Since there are far too many facets of the experience to go into anything approaching an in-depth dissertation, and because any attempt to do so would be both boring and contrary to the objective of presenting the highlights, I've decided to share with you a few of the more ... let's just say ... memorable events.
First, full disclosure. I still think I was right. You expected something else? The two cases, Central Machinery Company v. Arizona State Tax Commission (1) and White Mountain Apache Tribe v. Bracker, (2) involved issues of state taxation of non-Indian activities taking place both within and beyond the boundaries of Indian reservations in Arizona. Justice Thurgood Marshall wrote the opinions, with Central Machinery decided five to four and Bracker decided six to three. My contention, as you might guess, is that the disputes if presented to the Court today could well be decided differently. (3)
That potential aside, I thought in my naivete that the fact that the two cases were scheduled for oral argument in tandem on Monday, January 14, 1980--Central Machinery first, Bracker second--was more of a challenge than a sentence. Relatively new to the practice of law (I'd been admitted only in 1971), I thought that the opportunity to appear before the Court and actually argue two cases was, to understate the matter, exhilarating. With the vast majority of attorneys never having even a remote chance of actually arguing one case to the Court, let alone their first two on the same day, the enormity of the opportunity relegated other logical concerns to, let us say, a state of secondary importance.
This leads me to my second point and Words of Wisdom.

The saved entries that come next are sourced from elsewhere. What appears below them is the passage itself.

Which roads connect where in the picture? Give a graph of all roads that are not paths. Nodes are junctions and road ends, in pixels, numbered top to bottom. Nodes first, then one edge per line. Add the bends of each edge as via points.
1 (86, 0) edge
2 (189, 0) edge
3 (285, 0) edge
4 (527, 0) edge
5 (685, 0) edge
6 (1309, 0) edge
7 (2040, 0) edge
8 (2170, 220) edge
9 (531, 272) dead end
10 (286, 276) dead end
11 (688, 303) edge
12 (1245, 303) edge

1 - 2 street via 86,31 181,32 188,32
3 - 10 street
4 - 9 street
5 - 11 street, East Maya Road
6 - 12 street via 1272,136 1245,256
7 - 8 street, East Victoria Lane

There are two Immutable Rules that a first-time Supreme Court oral presenter should observe.
Rule 1: Never voluntarily undertake the briefing and
oral argument of two separate, unconsolidated
Supreme Court Indian tax cases set to be heard in
tandem, in only one of which you were lower court
record counsel, unless you are the Solicitor General of
the United States.
Rule 2: Always refer to Rule 1.
All kidding aside, I have no idea what I was thinking. In order to adequately prepare for all of the complicated and unanticipated twists and turns--the state of the record aside--that will invariably emerge as the briefing and preparation for oral argument progress, there is simply no time to do everything necessary, let alone do it well. …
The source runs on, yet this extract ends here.